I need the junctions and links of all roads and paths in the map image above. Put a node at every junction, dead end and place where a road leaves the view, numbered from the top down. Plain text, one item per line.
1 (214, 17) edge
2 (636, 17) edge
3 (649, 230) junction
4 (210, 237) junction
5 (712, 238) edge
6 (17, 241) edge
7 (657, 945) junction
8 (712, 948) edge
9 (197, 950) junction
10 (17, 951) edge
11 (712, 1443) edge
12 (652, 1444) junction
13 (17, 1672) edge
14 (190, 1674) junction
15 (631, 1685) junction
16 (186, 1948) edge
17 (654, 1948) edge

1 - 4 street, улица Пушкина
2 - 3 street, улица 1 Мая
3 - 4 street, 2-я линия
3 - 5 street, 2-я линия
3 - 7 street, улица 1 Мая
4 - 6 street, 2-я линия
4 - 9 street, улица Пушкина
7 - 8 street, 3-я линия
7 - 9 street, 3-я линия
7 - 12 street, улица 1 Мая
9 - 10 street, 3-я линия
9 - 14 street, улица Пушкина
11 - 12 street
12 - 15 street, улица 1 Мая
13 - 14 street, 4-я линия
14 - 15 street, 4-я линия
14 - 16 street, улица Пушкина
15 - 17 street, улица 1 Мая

____

Recreate the full listing above precisely.

● **Task result**:
I need the junctions and links of all roads and paths in the map image above. Put a node at every junction, dead end and place where a road leaves the view, numbered from the top down. Plain text, one item per line.
1 (214, 17) edge
2 (636, 17) edge
3 (649, 230) junction
4 (210, 237) junction
5 (712, 238) edge
6 (17, 241) edge
7 (657, 945) junction
8 (712, 948) edge
9 (197, 950) junction
10 (17, 951) edge
11 (712, 1443) edge
12 (652, 1444) junction
13 (17, 1672) edge
14 (190, 1674) junction
15 (631, 1685) junction
16 (186, 1948) edge
17 (654, 1948) edge

1 - 4 street, улица Пушкина
2 - 3 street, улица 1 Мая
3 - 4 street, 2-я линия
3 - 5 street, 2-я линия
3 - 7 street, улица 1 Мая
4 - 6 street, 2-я линия
4 - 9 street, улица Пушкина
7 - 8 street, 3-я линия
7 - 9 street, 3-я линия
7 - 12 street, улица 1 Мая
9 - 10 street, 3-я линия
9 - 14 street, улица Пушкина
11 - 12 street
12 - 15 street, улица 1 Мая
13 - 14 street, 4-я линия
14 - 15 street, 4-я линия
14 - 16 street, улица Пушкина
15 - 17 street, улица 1 Мая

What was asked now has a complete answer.